Section Recap
Introduction
This short lesson summarizes key takeaways from section 28
Objectives
You will be able to:
- Understand and explain what was covered in this section
- Understand and explain why this section will help you become a data scientist
Key Takeaways
The key takeaways from this section include:
- One way of modeling certain types of data is using a graph
- A graph is comprised of nodes (sometimes called vertices or points) connected by edges (sometimes called arcs or lines)
- Edges can be uni-or bidirectional (I buy from a local suopermarket, but the supermarket may not buy from me - unless I run a dairy farm)
- Edges can also be weighted (length of friendship, distance between two locations, how many stars someone rated a movie, etc)

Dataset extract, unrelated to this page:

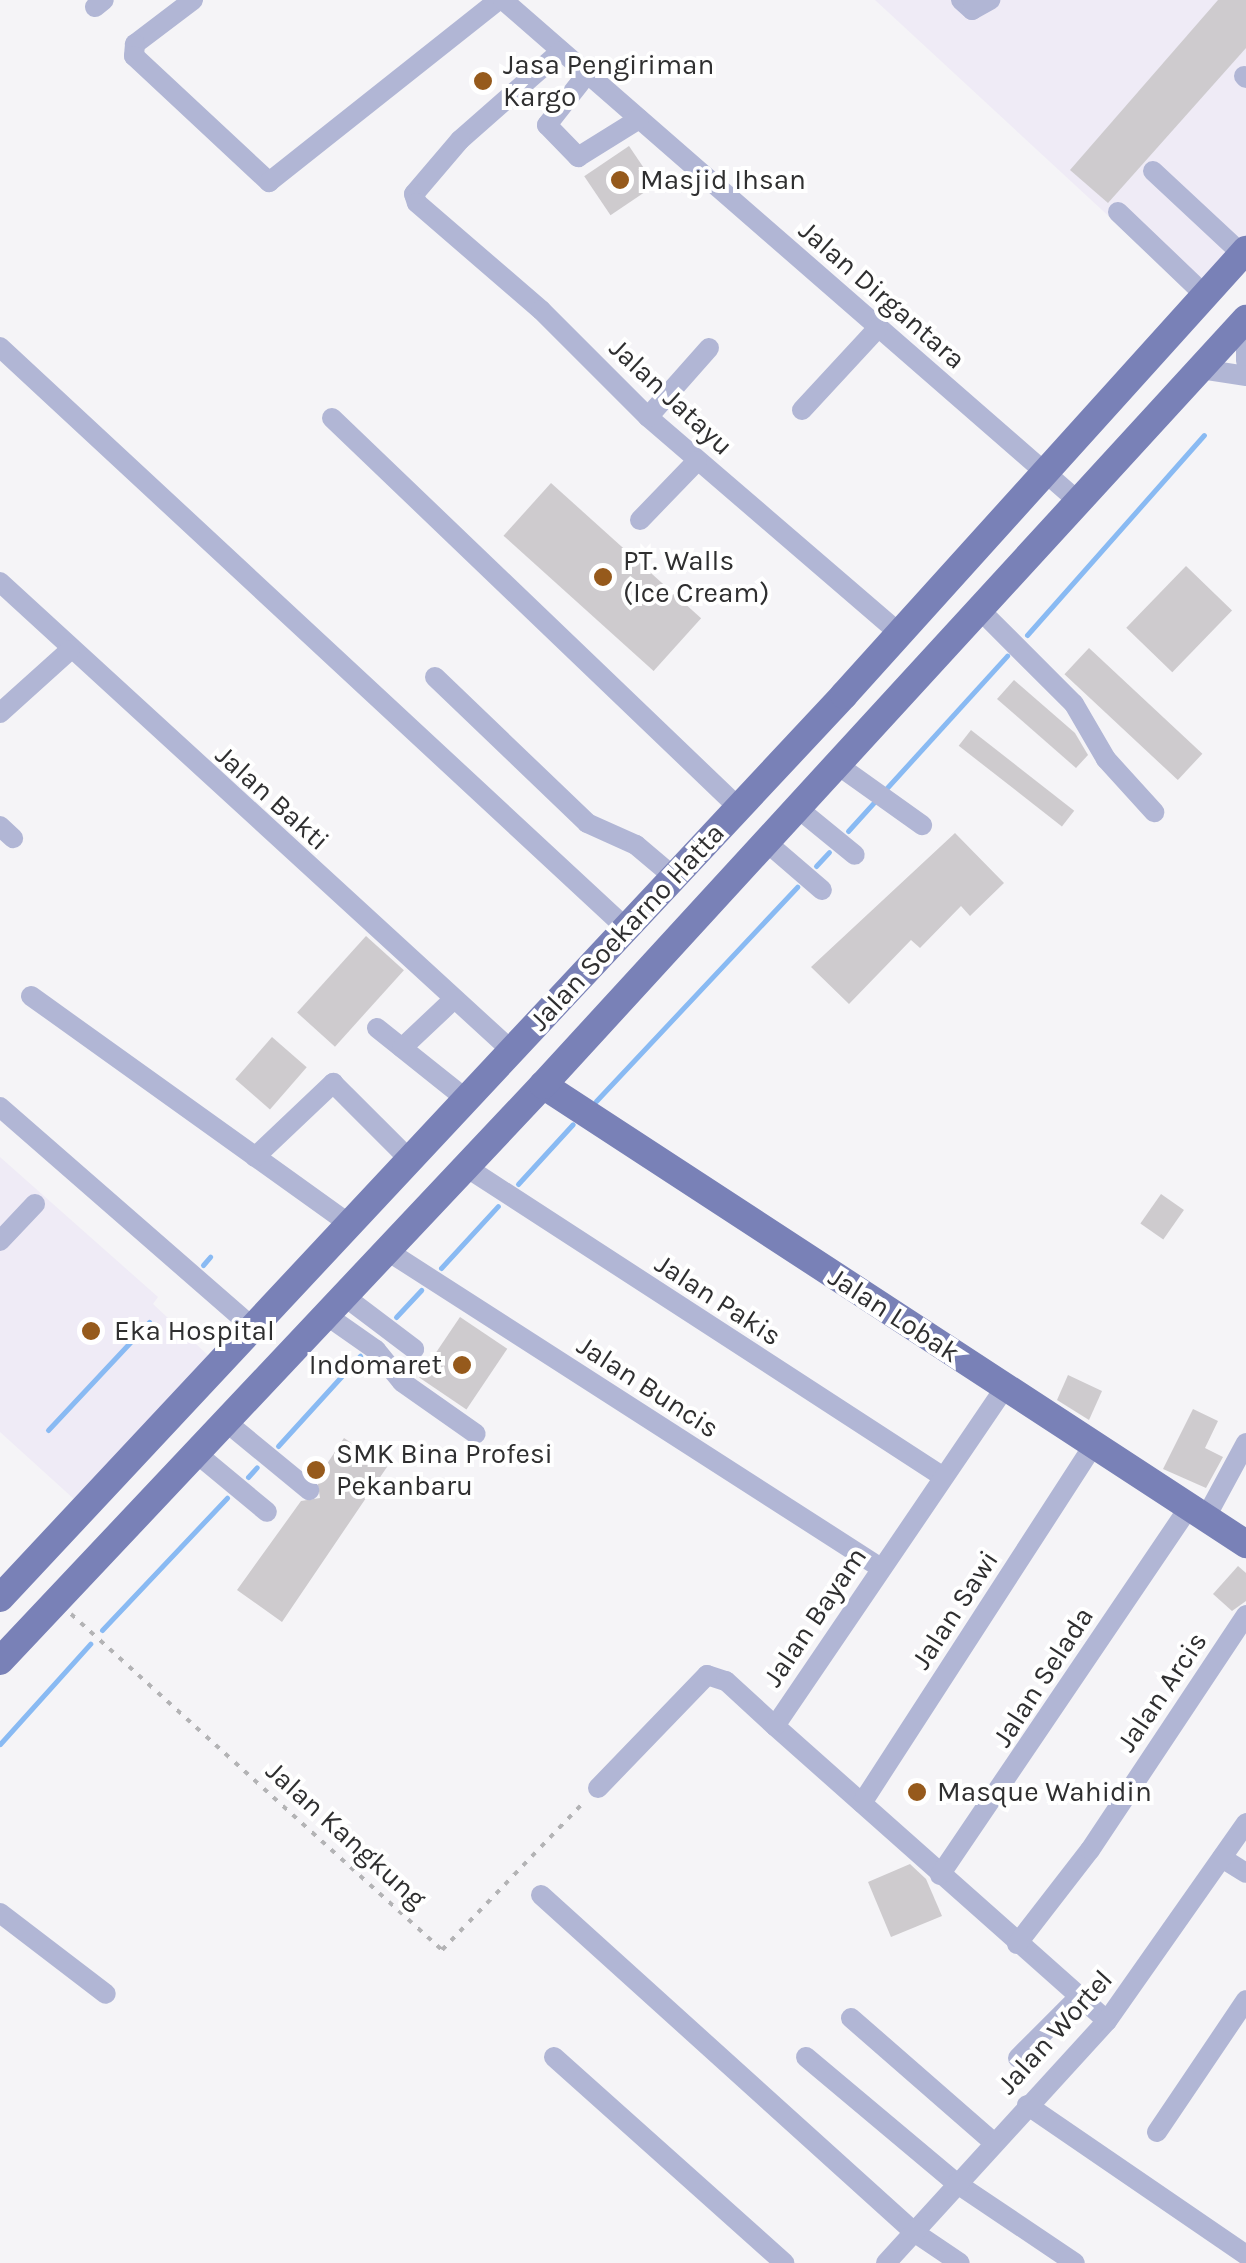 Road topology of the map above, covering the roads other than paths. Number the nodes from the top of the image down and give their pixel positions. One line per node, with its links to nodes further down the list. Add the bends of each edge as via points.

- Nodes are adjacent if there is at least one edge connecting them
- In an undirected graph, the degree of a node is the number of edges connected to the node
- In a directed graph, the indegree is the number of edges arriving at the node and the outdegree is the number of edges departing the node
- An isolated node is one with a degree of 0
- A path is a specific way to get from one node to another via 1..n edges
- Two ways of serializing (saving to simple text files) graph data are edge lists and adjacency matrices
- Dijkstra's algorithm is a popular algorithm for finding the shortest path between two given nodes
- Degree centrality refers to the percentage of nodes in a graph that a given node is directly connected to
- Closeness centrality measures how many edges a you'd have to traverse from a starting node to reach every other node in the network (think of it as the "average distance" to all other nodes)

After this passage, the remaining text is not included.